Ja, gerade in den letzten Wochen hat sich das als sehr angenehm erwiesen. Hochkonzentriert für einige Stunden vollkommen alles und jeden zu vergessen, weil man den gesamten Fokus auf die Entstehung einer Erzählung richtet, lässt kaum einen Vergleich mit anderen Tätigkeiten zu. Es ist beinahe so, als entstehe eine zweite Realität vor einem, die man wie eine optische Linse konzentriert und wie ein Laserstrahl gebündelt auf den Punkt bringen muss. Da bleibt kein Raum und keine Zeit für Sorgen.

Ist das Schreiben einfach oder schwer?

Man könnte sich vorstellen, dass es eine von jenen Tätigkeiten sei, die man locker-flockig mit hochgelegten Füßen auf der Terrasse durchführt. Kann man, habe ich probiert, aber jede Ablenkung hemmt ungemein die Konzentration und damit die Produktivität und Qualität, also macht man das nicht nebenbei, es gilt schließlich, einen Roman zu schreiben. Ein Raum mit optischer und akustischer Ruhe ist für mich Voraussetzung für konzentriertes Schreiben, ebenso Kaffee. Jede Menge psychoaktives, schwarzes Gebräu. Mit einem Schuss Milch. Die Haltung vor der Tastatur, angespannt, beinahe reglos, erfordert es, immer wieder innezuhalten, mal aufzustehen und die Arme kreisen zu lassen. Die Folgen sind nach Jahren auch körperlich zu spüren, man sucht sich am besten einen sportlichen Ausgleich (Notiz an mich selbst).

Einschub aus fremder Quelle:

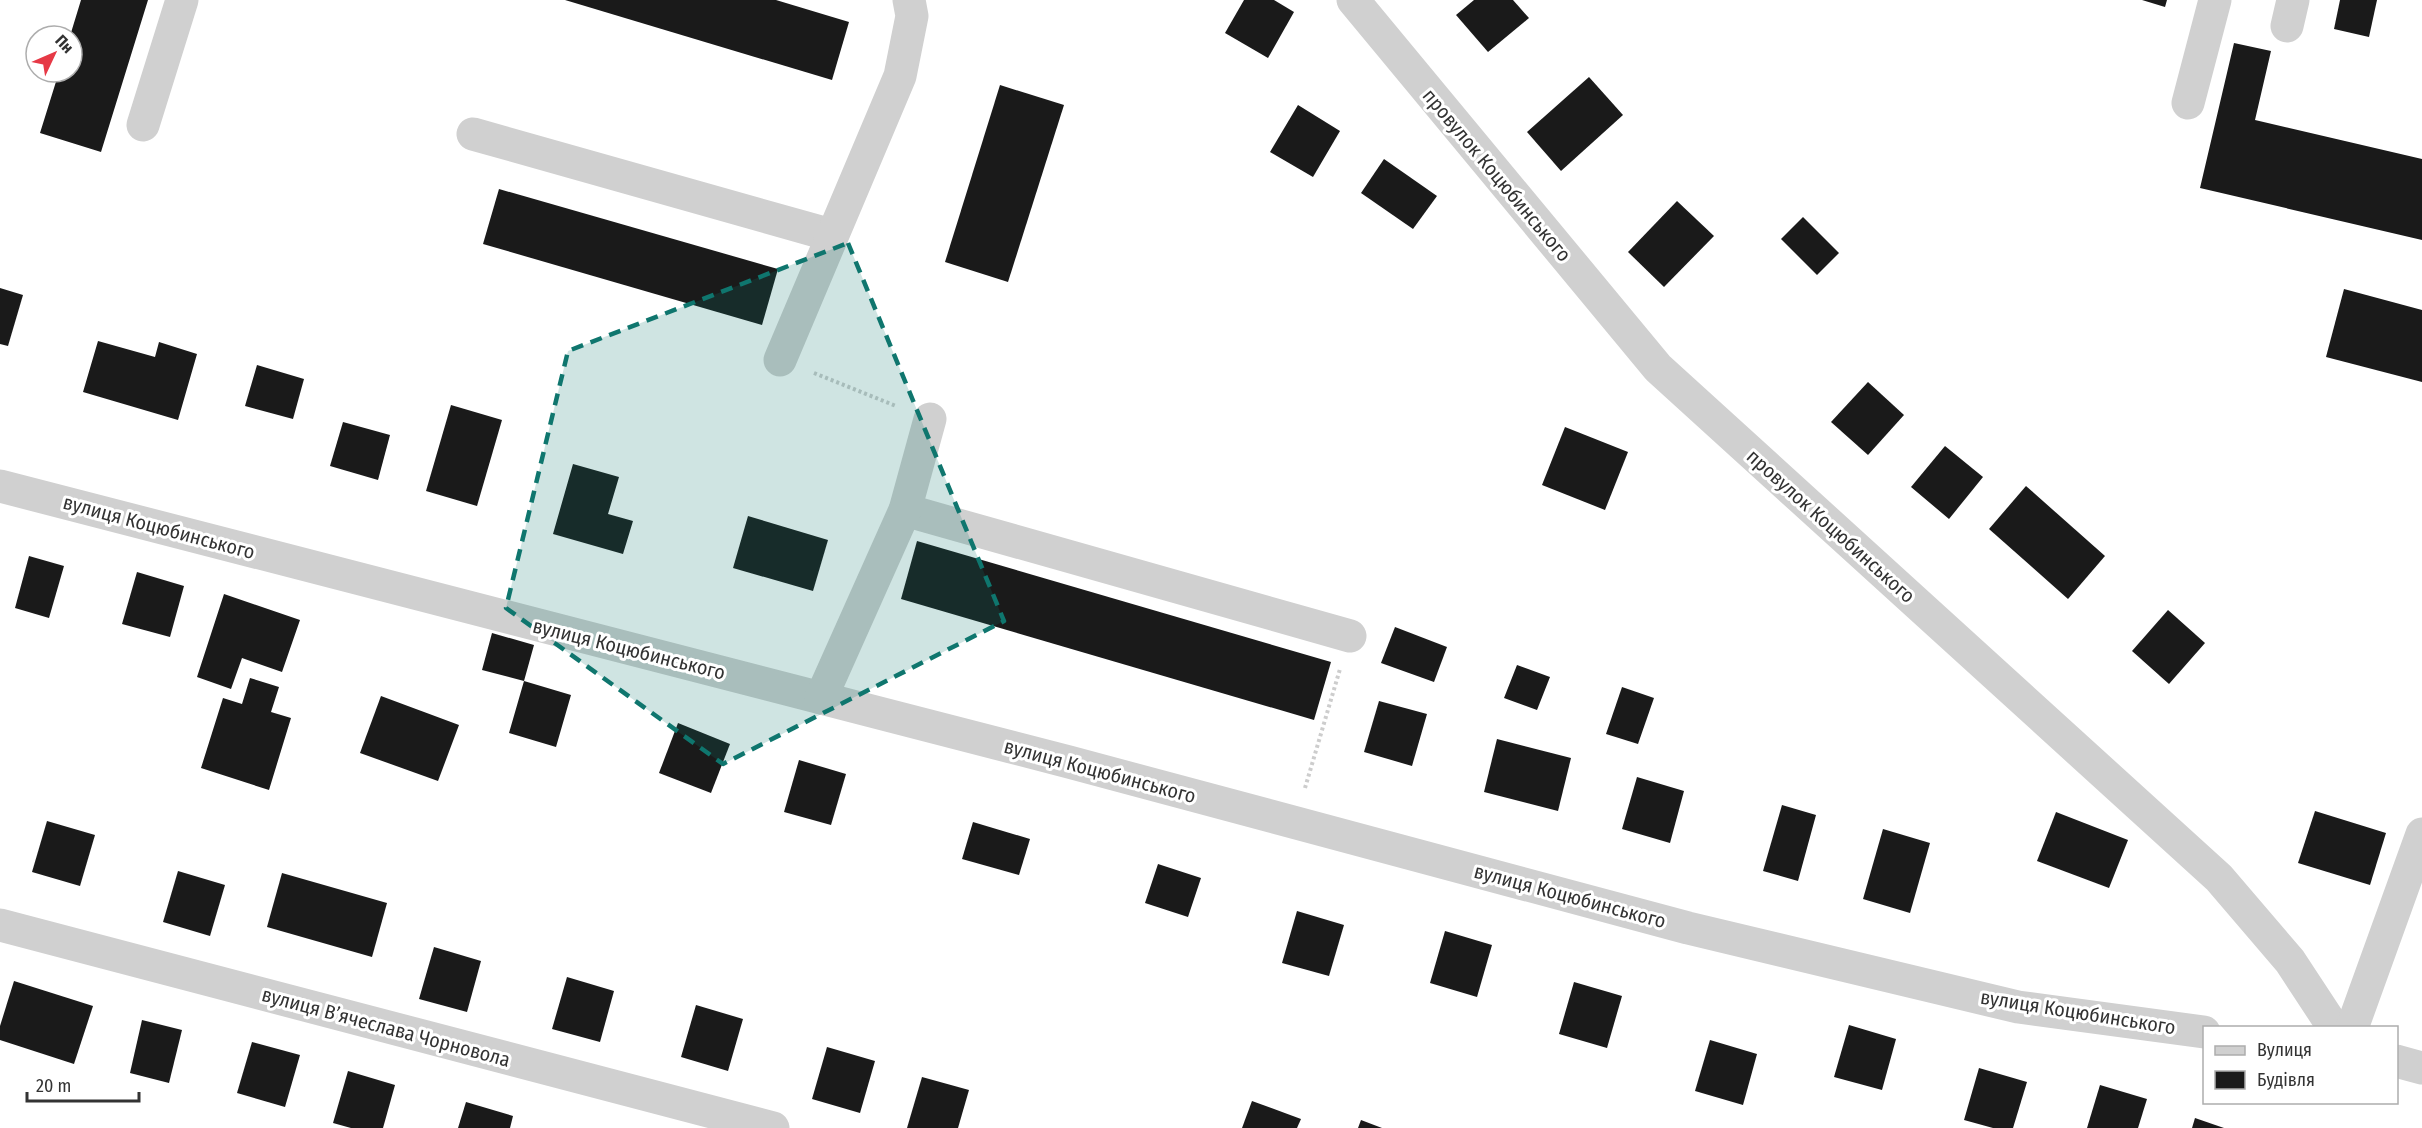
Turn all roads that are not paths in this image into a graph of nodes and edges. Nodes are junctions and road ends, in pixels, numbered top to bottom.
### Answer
1 (182, 0) edge
2 (909, 0) edge
3 (1353, 0) edge
4 (2215, 0) edge
5 (2188, 103) dead end
6 (143, 124) dead end
7 (472, 134) dead end
8 (831, 235) junction
9 (780, 360) road end
10 (930, 420) road end
11 (0, 486) edge
12 (905, 510) junction
13 (1350, 636) road end
14 (821, 698) junction
15 (2422, 834) edge
16 (0, 925) edge
17 (2333, 1026) edge
18 (2353, 1026) edge
19 (2203, 1032) edge
20 (2398, 1061) edge
21 (2422, 1068) edge
22 (773, 1128) edge

1 - 6 street
2 - 8 street
3 - 17 street, провулок Коцюбинського
4 - 5 street
7 - 8 street
8 - 9 street
10 - 12 street
11 - 14 street, вулиця Коцюбинського
12 - 13 street
12 - 14 street
14 - 19 street, вулиця Коцюбинського
15 - 18 street
16 - 22 street, вулиця Вʼячеслава Чорновола
20 - 21 street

Schreibt man den ganzen Tag?

Nein, in der Regel geht das gar nicht, höchstens als Ausnahme, was ich auch schon gemacht habe. Als ich an der Uni war, KuWi und Germanistik studiert habe, habe ich auch Vorlesungen zum kreativen Schreiben besucht. Darin wurde versucht, einen Ausblick auf das zu geben, was ich mittlerweile seit fast zehn Jahren beruflich mache. Man wusste nicht viel darüber an der Uni, das kann ich jetzt sagen. Was man allerdings wusste, ist, dass Schreiben Hochkonzentration erfordert. Der Mensch ist nicht in der Lage, mehr als vier oder fünf Stunden hochkonzentriert am Stück zu arbeiten. Es ist möglich, das vielleicht ausnahmsweise zu machen, aber nicht als tägliche Arbeit, vielleicht eine oder zwei Wochen am Stück, man ist dann aber vollkommen fertig und braucht ein paar Tage Pause, um überhaupt wieder konzentriert arbeiten zu können. Im Rahmen einer beruflichen Tätigkeit sind drei bis vier Stunden Schreibtätigkeit pro Tag realistisch. Den Rest des Tages muss der »Akku« für den nächsten Tag geladen werden – und so weiter, und so fort, Woche für Woche, Monat für Monat, Jahr für Jahr. Wer sich dabei zu sehr verausgabt, brennt bloß aus und muss mit den Folgen umgehen. Ich war nahe dran und möchte die Erfahrung nicht wiederholen.

Schreibblockade – was ist das und was tut man dagegen?

Ich halte das für eine Urban Legend oder etwas, das einige Kollegen erfunden haben, um ihren schreibenden Charakteren einen Konflikt aufzubürden, den es zu überwinden gilt. Wer schreibt, macht das beinahe immer, irgendwie. Dabei blockiert man nicht … wie soll das gehen? Schreiben ist ein bisschen so, als würde man einen Karren von der Kuppe eines Hügels stoßen – sobald man das macht, nimmt die Sache Fahrt auf. Vielleicht fällt eine Geschichte schwer, oder ein Kapitel, oder man kämpft mit einer Figur oder hat ein strukturelles Problem oder etwas in der Art, aber in der Regel schreibt man von dem, was einen durchdringt, beschäftigt, auch, wenn man das selbst kaum wahrnimmt. Beim Schreiben blockiert zu sein, wäre so, als hätte jemand das Leben für einen angehalten. Vielleicht gibt es eine solche Situation, ein Trauma nach einem besonders schrecklichen Erlebnis? Das ist dann vielleicht so, als müsste man den Karren erstmal zur Kuppe des Hügels hinaufschieben … ich weiß es nicht, möchte es auch nicht erfahren, wenn ich ehrlich sein soll. Bei mir steht immer ein Karren auf der Kuppe.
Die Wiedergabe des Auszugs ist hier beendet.